Женя отмахнулся, завел разговор с Михаилом.
– Уже разбалтывает, – хмыкнула Динара. – Мужчины – главные сплетники.
Маша не прокомментировала высказывание подруги. Внизу послышалась возня. Вскоре в помещение ввалилась оперативная группа. Невысокий седой следователь с усами прямиком из семидесятых, отряхнувшись от снега, поправил очки, представился и сказал:
– Вызвали в метель, не могли подождать? – недовольно причмокнул губами он. – Где жмур?
– На первом этаже, – сказал Кирилл. – Еще в понедельник умер.
– Безобразие! Вы зачем тянули? Небось, все следы затоптали. Нам лишних висяков не надо, и так статистика проседает.
– Мы не могли позвонить. Ни у кого не было связи, – пролепетала Ангелина.
– Дошли бы пешком, делов-то, – отмахнулся следователь, будто пробираться через сугробы в лесу, а потом идти по трассе было очень легко. – У вас, молодых, много сил.
Ему никто не ответил.
– Мертвеца пришлось переместить, но мы все зафиксировали, – с гордостью доложил Игорь, словно выступал на семинаре. – Вернее, произвели криминалистическую фотосъемку.

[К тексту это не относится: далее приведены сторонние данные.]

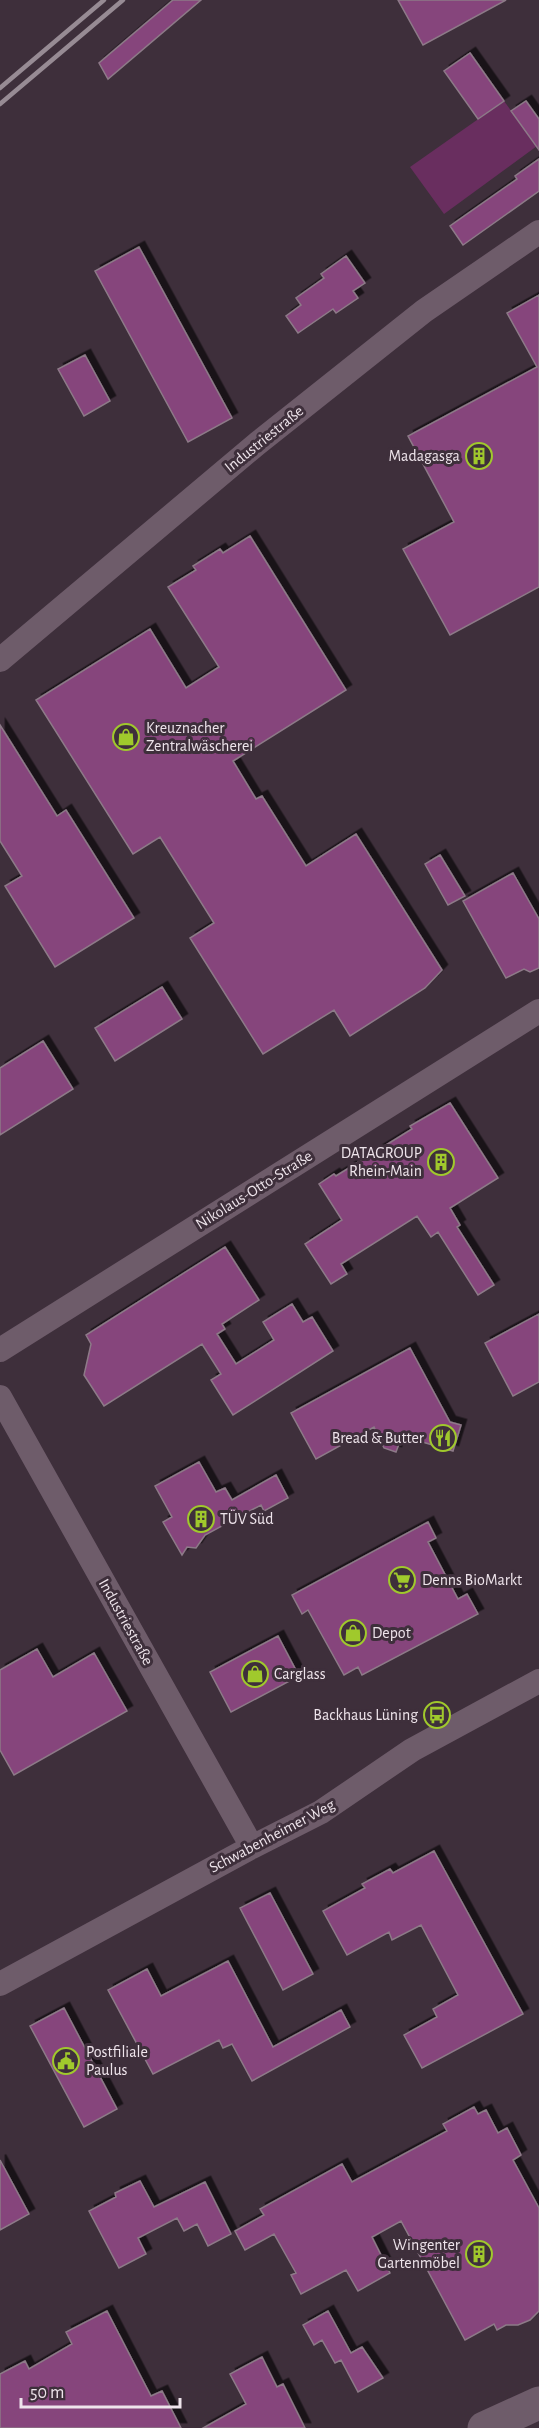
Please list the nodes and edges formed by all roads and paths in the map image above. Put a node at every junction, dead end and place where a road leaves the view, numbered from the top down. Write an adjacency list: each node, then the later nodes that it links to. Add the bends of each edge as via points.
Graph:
1 (539, 232): 2 (street, Industriestraße, via 387,340)
2 (0, 660)
3 (539, 1011): 4 (street, Nikolaus-Otto-Straße)
4 (0, 1350)
5 (0, 1397): 7 (street, Industriestraße)
6 (539, 1681): 7 (street, Schwabenheimer Weg, via 412,1750 321,1812)
7 (252, 1846): 8 (street, Schwabenheimer Weg)
8 (0, 1984)
9 (539, 2403): 11 (street)
10 (539, 2424): 12 (street)
11 (484, 2428)
12 (530, 2428)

Следователь прищурился, указал на Кирилла и Гробаря, скомандовал отвести его к трупу и описать случившееся. Парни спустились с правоохранителями, бригада рассредоточилась по корпусу, а студенты продолжили ждать Захара Владимировича.
Преподаватель примчался за полтора часа. Он выглядел хуже, чем перед поездкой: прическа растрепалась, на лице появилась пятидневная щетина, под глазами залегли темные круги.
– Что произошло? Кто умер? – сумбурно спросил Захар Владимирович.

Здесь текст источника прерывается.